Lunes 20 de julio de 2026
Las "cabras bombero" no pueden esperar; los ganaderos piden abrir ventanas de acceso seguras para atender a sus rebaños en municipios como Prádena de Atienza.
Los pastores llevan dos días sin poder dar agua ni alimento a sus animales debido a las restricciones impuestas por el incendio de La Mierla. Reclaman accesos puntuales y coordinados con el operativo de extinción para evitar la pérdida de un patrimonio ganadero esencial para la prevención de incendios.
Mientras cientos de efectivos continúan combatiendo el incendio forestal de La Mierla, en la Sierra Norte de Guadalajara, otra emergencia se desarrolla lejos del frente de las llamas. Decenas de cabras y ovejas permanecen aisladas en explotaciones como las de Prádena de Atienza sin que sus propietarios puedan acceder para suministrarles agua y alimento.
Los ganaderos denuncian que llevan ya dos días sin poder entrar a sus fincas debido al cierre de los accesos. Aunque reconocen que la seguridad del operativo debe ser la prioridad absoluta, solicitan al Centro de Coordinación Operativa Integrada (CECOPI) que habilite ventanas de acceso controladas, siempre bajo la supervisión de los responsables del incendio y únicamente cuando las condiciones lo permitan.
La petición responde a una realidad que va mucho más allá del bienestar animal. Estos rebaños desempeñan un papel fundamental en la gestión del territorio. Conocidas popularmente como "cabras bombero", las cabras eliminan matorral, hierba seca y vegetación que actúa como combustible durante los incendios. Su labor diaria constituye una herramienta natural de prevención que ayuda a reducir la intensidad y velocidad de propagación del fuego.
Especialistas en gestión forestal llevan años defendiendo el pastoreo extensivo como una medida eficaz para disminuir el riesgo de grandes incendios. Allí donde pastan cabras y ovejas, el monte acumula menos biomasa y se crean discontinuidades en la vegetación que dificultan el avance de las llamas.
Por ello, la posible pérdida de estos animales tendría consecuencias que irían más allá del impacto económico para las familias ganaderas. También supondría debilitar uno de los sistemas más sostenibles y eficaces de prevención de incendios con los que cuenta el medio rural.

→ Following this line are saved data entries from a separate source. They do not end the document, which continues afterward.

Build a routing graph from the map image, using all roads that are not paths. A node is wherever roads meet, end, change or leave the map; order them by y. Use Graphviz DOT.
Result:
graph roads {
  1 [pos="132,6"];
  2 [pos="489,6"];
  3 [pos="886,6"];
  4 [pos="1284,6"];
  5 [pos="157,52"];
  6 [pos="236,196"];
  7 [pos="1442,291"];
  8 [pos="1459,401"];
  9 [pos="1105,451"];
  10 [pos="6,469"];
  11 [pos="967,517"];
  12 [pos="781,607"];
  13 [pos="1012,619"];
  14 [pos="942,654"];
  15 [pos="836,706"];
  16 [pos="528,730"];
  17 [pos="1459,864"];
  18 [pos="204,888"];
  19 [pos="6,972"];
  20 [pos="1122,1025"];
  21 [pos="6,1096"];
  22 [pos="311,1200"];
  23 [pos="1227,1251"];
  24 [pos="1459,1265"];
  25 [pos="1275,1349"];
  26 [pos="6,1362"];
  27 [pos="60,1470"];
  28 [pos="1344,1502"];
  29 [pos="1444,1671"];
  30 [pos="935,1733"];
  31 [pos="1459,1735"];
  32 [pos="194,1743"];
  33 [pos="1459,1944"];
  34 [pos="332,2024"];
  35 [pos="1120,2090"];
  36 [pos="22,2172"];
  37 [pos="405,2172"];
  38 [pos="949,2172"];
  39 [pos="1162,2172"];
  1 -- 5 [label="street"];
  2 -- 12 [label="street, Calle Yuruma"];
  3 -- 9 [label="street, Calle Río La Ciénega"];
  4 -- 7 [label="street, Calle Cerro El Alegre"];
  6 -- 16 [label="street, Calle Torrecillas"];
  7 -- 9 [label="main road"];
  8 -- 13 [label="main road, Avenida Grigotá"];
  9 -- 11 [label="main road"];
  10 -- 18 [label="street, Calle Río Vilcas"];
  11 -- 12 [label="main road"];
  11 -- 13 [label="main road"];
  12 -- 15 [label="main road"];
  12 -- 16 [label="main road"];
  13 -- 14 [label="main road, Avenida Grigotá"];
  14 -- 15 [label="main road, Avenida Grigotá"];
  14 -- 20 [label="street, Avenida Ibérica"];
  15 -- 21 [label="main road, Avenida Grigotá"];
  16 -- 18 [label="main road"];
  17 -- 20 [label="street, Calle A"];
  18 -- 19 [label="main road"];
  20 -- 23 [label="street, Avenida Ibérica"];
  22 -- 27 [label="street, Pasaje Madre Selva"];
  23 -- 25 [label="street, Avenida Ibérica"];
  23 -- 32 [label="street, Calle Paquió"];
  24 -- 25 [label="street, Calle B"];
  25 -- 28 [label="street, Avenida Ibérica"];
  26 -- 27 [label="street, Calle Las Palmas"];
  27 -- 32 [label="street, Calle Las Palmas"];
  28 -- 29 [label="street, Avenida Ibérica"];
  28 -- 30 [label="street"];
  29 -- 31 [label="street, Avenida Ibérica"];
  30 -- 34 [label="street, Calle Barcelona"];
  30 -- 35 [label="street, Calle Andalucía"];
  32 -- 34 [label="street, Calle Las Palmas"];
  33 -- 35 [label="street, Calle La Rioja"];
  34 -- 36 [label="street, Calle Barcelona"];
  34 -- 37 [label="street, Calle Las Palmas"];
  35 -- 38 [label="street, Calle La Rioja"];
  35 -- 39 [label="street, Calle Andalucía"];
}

Los ganaderos insisten en que no piden poner en riesgo a nadie ni interferir en las labores de extinción. Su propuesta consiste en organizar accesos escalonados, acompañados por los servicios de emergencia y limitados al tiempo imprescindible para proporcionar agua y alimento a los animales. La colaboración entre los equipos de emergencia y el sector ganadero ya ha demostrado en otras situaciones que es posible compatibilizar la seguridad con la protección del ganado cuando las circunstancias lo permiten.
En plena emergencia, todas las vidas importan. Proteger a estos rebaños significa también proteger el futuro del monte y reconocer el trabajo silencioso que realizan durante todo el año. Cuando el incendio sea historia, serán de nuevo estas "cabras bombero" las que contribuirán a mantener limpio el monte y a reducir el riesgo de que una tragedia como la actual vuelva a repetirse.